Financial instruments for your retirement

December 22, 2020
Financial instruments for your retirement

Many people may spend more time planning their annual vacations than their retirement future. Although your retirement date may still be many years off, it is never too early to start preparing. A retirement strategy that includes various financial instruments, such as tax-favored retirement savings vehicles, annuities, mutual funds, and life insurance, may help you maintain your quality of life today and in the future.

Let Your Employer “Work” for You

As you begin contemplating your investment strategy, consider a tax-deferred savings plan, such as your employer’s 401(k) plan. The earlier in your career you start participating in an employer-sponsored plan, the longer its advantages will work for you. You can elect to contribute part of your wages to the plan (with restrictions). In some instances, your employer may match your contributions up to a predetermined percentage and subject to a maximum. While no one can guarantee the performance of your savings vehicles, if you take advantage of matching contributions you automatically increase your principal. Furthermore, contributions to a 401(k) plan may reduce your taxable income if you meet certain requirements as defined by the Puerto Rico Treasury Department.

Consider an IRA

Another alternative for tax-deferred savings is an Individual Retirement Account (IRA). By opening an IRA account as soon as possible, you will enable time and compound interest growth to work on your behalf. Depending on the type(s) of IRA you choose, you may be eligible for an income tax deduction. The maximum contribution is $5,000.

Annuity Options

Annuities, contracts with life insurance companies, offer you another tax-deferred retirement planning opportunity. The earnings on an annuity have the potential to grow tax-deferred, just as with a traditional IRA or 401(k) plan. Withdrawals, prior to a certain age may result in a tax penalty, as well as being subject to income tax.

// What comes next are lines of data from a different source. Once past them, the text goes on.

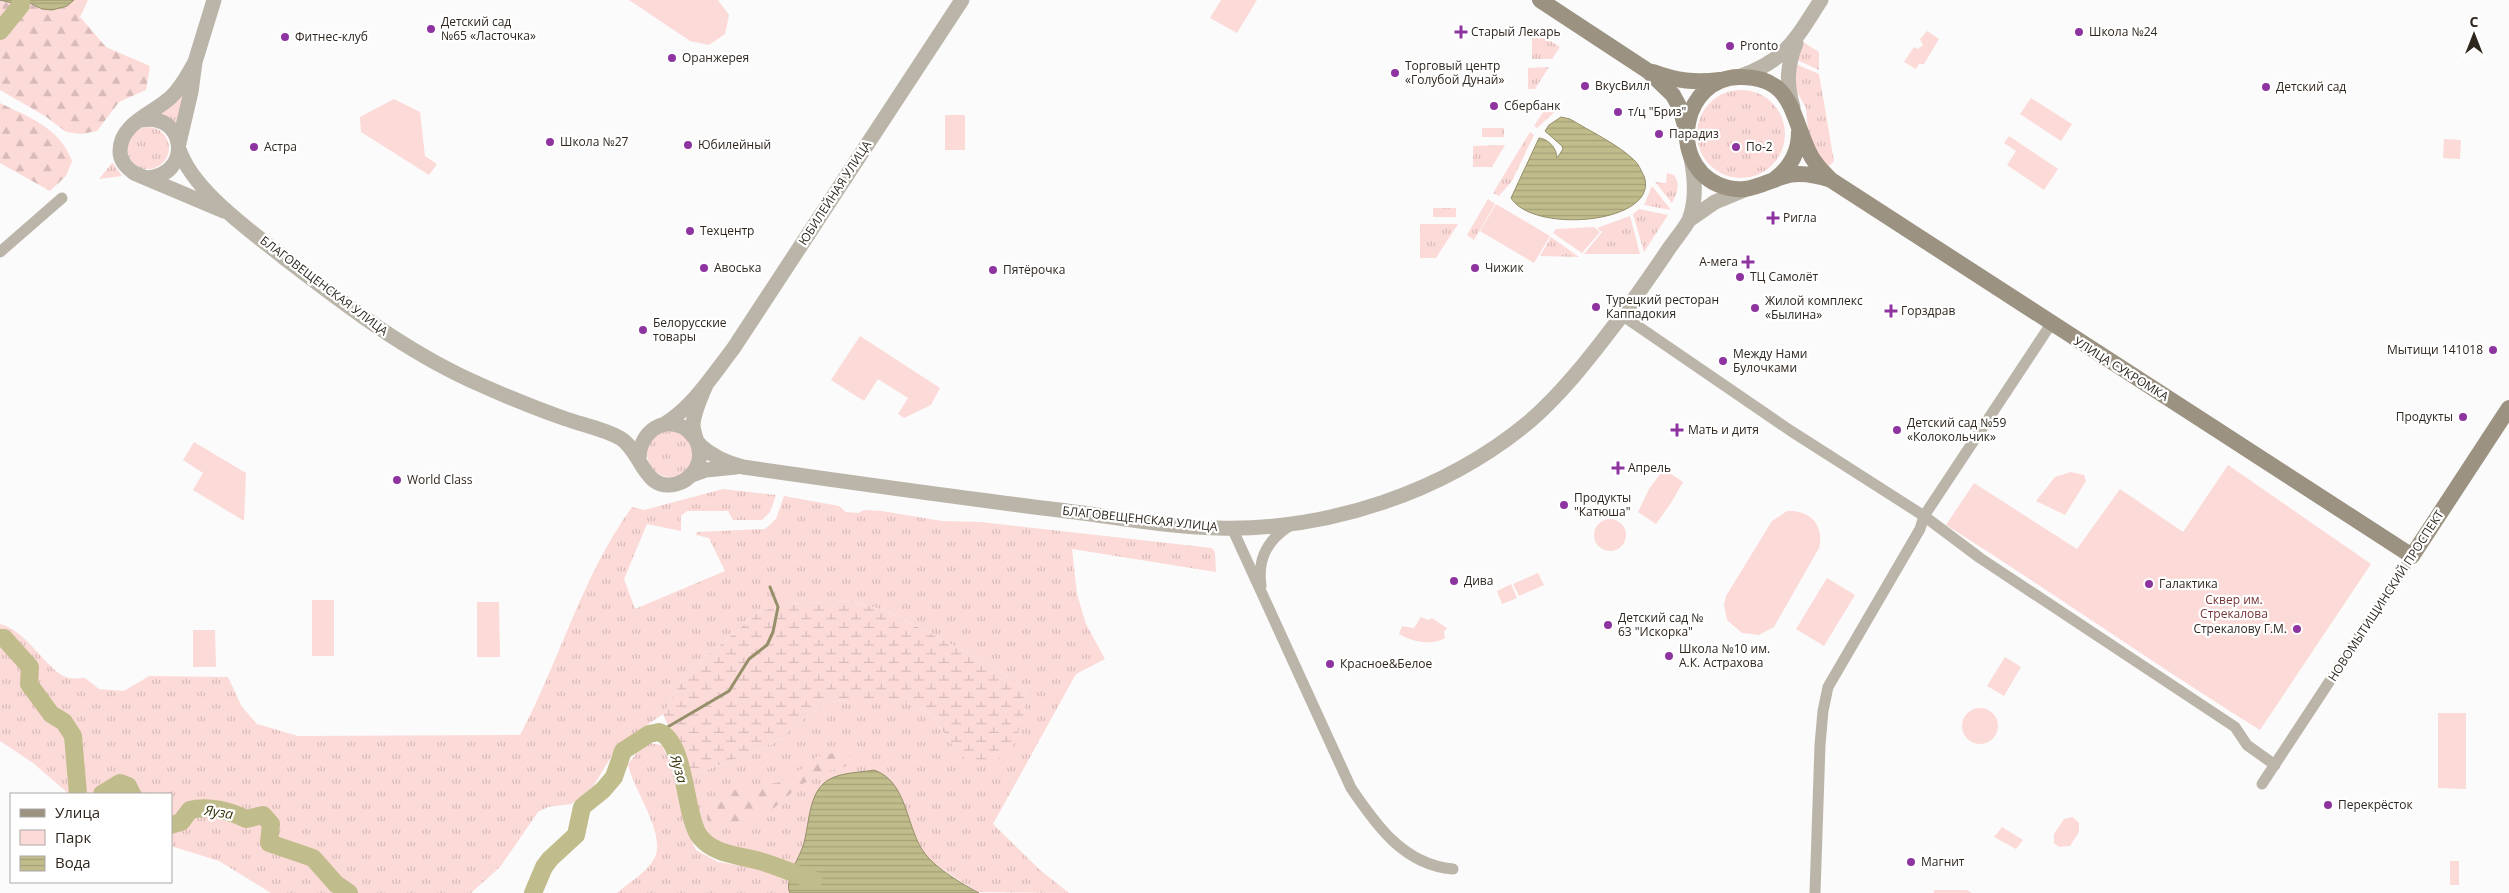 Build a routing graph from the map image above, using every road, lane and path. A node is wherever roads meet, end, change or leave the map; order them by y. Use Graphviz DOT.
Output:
graph roads {
  1 [pos="214,0"];
  2 [pos="962,0"];
  3 [pos="1540,0"];
  4 [pos="1821,0"];
  5 [pos="1799,35"];
  6 [pos="195,62"];
  7 [pos="1648,70"];
  8 [pos="1731,78"];
  9 [pos="1796,113"];
  10 [pos="141,120"];
  11 [pos="1686,129"];
  12 [pos="179,146"];
  13 [pos="1691,156"];
  14 [pos="146,178"];
  15 [pos="1831,180"];
  16 [pos="1772,182"];
  17 [pos="1744,190"];
  18 [pos="62,198"];
  19 [pos="227,213"];
  20 [pos="1688,220"];
  21 [pos="0,252"];
  22 [pos="1623,316"];
  23 [pos="2051,324"];
  24 [pos="706,385"];
  25 [pos="2509,408"];
  26 [pos="658,427"];
  27 [pos="616,436"];
  28 [pos="696,440"];
  29 [pos="639,459"];
  30 [pos="743,467"];
  31 [pos="692,475"];
  32 [pos="1924,516"];
  33 [pos="1294,523"];
  34 [pos="1232,528"];
  35 [pos="2412,556"];
  36 [pos="1263,597"];
  37 [pos="2275,765"];
  38 [pos="2262,784"];
  39 [pos="1453,869"];
  40 [pos="1815,893"];
  1 -- 6 [label="street"];
  2 -- 24 [label="street, ЮБИЛЕЙНАЯ УЛИЦА"];
  3 -- 7 [label="main road"];
  4 -- 5 [label="street"];
  5 -- 8 [label="street"];
  5 -- 9 [label="street"];
  6 -- 10 [label="street"];
  6 -- 12 [label="street"];
  7 -- 8 [label="main road"];
  7 -- 11 [label="main road"];
  8 -- 9 [label="main road"];
  8 -- 11 [label="main road"];
  9 -- 15 [label="main road"];
  9 -- 16 [label="main road"];
  10 -- 12 [label="street"];
  10 -- 14 [label="street"];
  11 -- 13 [label="main road"];
  12 -- 14 [label="street"];
  12 -- 19 [label="street"];
  13 -- 17 [label="main road"];
  13 -- 20 [label="street"];
  14 -- 19 [label="street"];
  15 -- 16 [label="main road"];
  15 -- 23 [label="main road, УЛИЦА СУКРОМКА"];
  16 -- 17 [label="main road"];
  17 -- 20 [label="street"];
  18 -- 21 [label="street"];
  19 -- 27 [label="street, БЛАГОВЕЩЕНСКАЯ УЛИЦА"];
  20 -- 22 [label="street, БЛАГОВЕЩЕНСКАЯ УЛИЦА"];
  22 -- 32 [label="street"];
  22 -- 33 [label="street, БЛАГОВЕЩЕНСКАЯ УЛИЦА"];
  23 -- 32 [label="street"];
  23 -- 35 [label="main road, УЛИЦА СУКРОМКА"];
  24 -- 26 [label="street, ЮБИЛЕЙНАЯ УЛИЦА"];
  24 -- 28 [label="street, ЮБИЛЕЙНАЯ УЛИЦА"];
  25 -- 35 [label="main road, НОВОМЫТИЩИНСКИЙ ПРОСПЕКТ"];
  26 -- 27 [label="street"];
  26 -- 28 [label="street"];
  26 -- 29 [label="street"];
  27 -- 29 [label="street"];
  28 -- 30 [label="street"];
  28 -- 31 [label="street"];
  29 -- 31 [label="street"];
  30 -- 31 [label="street"];
  30 -- 34 [label="street, БЛАГОВЕЩЕНСКАЯ УЛИЦА"];
  32 -- 37 [label="street"];
  32 -- 40 [label="street"];
  33 -- 34 [label="street, БЛАГОВЕЩЕНСКАЯ УЛИЦА"];
  33 -- 36 [label="street"];
  34 -- 36 [label="street"];
  35 -- 37 [label="street, НОВОМЫТИЩИНСКИЙ ПРОСПЕКТ"];
  36 -- 39 [label="street"];
  37 -- 38 [label="street, НОВОМЫТИЩИНСКИЙ ПРОСПЕКТ"];
}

Two popular types of annuities are variable annuities and fixed annuities.

With a variable annuity, payments are invested, and future payments to the purchaser are based on the performance of the investment portfolio. Variable annuities may be redeemed for more or less than their original cost. If you die before receiving income from your variable annuity, your beneficiaries are entitled to the amount invested in the annuity, regardless of the portfolio’s performance. In contrast to a variable annuity, a fixed annuity guarantees regular, fixed payments for a specified period or for life. You generally pay a premium, either in a lump sum or in installments and guarantees are based on the paying ability of the issuer. Early termination of an annuity contract may result in certain surrender charges.

Diversify with Mutual Funds

Mutual funds may be another excellent way to take advantage of professional portfolio managers’ knowledge and experience. With mutual funds you are spreading investment among different companies and issuers to reduce specific risks. Stock mutual funds lets you invest in the stock of a variety of companies through one mutual fund. In addition to common stock funds, mutual fund investments can be made to money market accounts and bond funds. As with stock funds, money market and bond funds spread investment among different issuers reducing specific risks. Money market funds are neither insured nor guaranteed by the U.S. government. Remember, investment return and principal value of all mutual funds will fluctuate due to market conditions. When shares are redeemed, they may be worth more or less than their original cost.

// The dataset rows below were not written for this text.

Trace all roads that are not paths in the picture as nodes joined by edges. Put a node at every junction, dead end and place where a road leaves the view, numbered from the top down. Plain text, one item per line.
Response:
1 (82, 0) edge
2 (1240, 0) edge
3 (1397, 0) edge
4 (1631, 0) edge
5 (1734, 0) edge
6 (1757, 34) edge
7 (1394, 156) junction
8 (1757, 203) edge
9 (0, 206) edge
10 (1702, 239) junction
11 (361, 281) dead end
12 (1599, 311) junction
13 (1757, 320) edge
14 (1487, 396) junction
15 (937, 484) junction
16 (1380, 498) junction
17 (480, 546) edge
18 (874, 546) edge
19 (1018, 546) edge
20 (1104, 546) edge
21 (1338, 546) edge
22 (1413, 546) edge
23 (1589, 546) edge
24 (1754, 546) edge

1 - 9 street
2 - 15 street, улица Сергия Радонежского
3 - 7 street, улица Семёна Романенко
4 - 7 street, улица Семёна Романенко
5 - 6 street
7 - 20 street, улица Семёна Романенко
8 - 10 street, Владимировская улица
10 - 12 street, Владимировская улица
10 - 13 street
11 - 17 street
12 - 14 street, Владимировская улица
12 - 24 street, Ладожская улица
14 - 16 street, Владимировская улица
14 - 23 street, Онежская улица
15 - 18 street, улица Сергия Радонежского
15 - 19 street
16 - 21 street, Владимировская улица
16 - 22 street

It is often convenient with mutual funds to implement dollar-cost averaging (investing a specific amount regularly over a period of time). While it cannot guarantee you a profit or protect you from a loss, this method may create a lower cost per share over a long period. For the strategy to work, you (as an investor) need to be able to invest through periods of low-price levels. In addition to reinforcing the discipline of regular investing, dollar cost averaging takes the guesswork out of trying to “time the market.” There is no guarantee that dollar-cost averaging will result in a lower price per share.

The Value of Life Insurance

Life insurance, depending on the type purchased, may serve multiple functions as you plan for retirement. By using cash value life insurance, such as whole life insurance or variable life insurance, you have the advantage of a supplemental source of savings during your retirement years that accumulates cash value on a tax-deferred basis. Furthermore, it provides benefits for your spouse and dependent family members in the event of your death.

Start Early

In addition to qualified plans such as 401(k)s and IRAs, annuities, mutual funds, and life insurance may each have a place in your personal retirement strategy. Even if you can only save a small amount initially, the key is to start early and continue on a regular basis. The more you know about investing for your retirement years, the more comfortable and secure your future may be.


The information provided is for educational purposes and for your independent consideration. This information does not contain, constitute or provide individual tax, financial, or investment advice. This material should not be considered as a recommendation of any particular security, strategy or investment product or service. Particular investment or trading strategies should be evaluated relative to each individual’s objectives and risk tolerance. Readers are urged to seek professional advice with respect to their specific financial, legal, tax, and investment matters.  Investment products are not insured by the FDIC, are not deposits or obligations of and are not guaranteed by Banco Popular de Puerto Rico or its subsidiaries or affiliates and may lose value.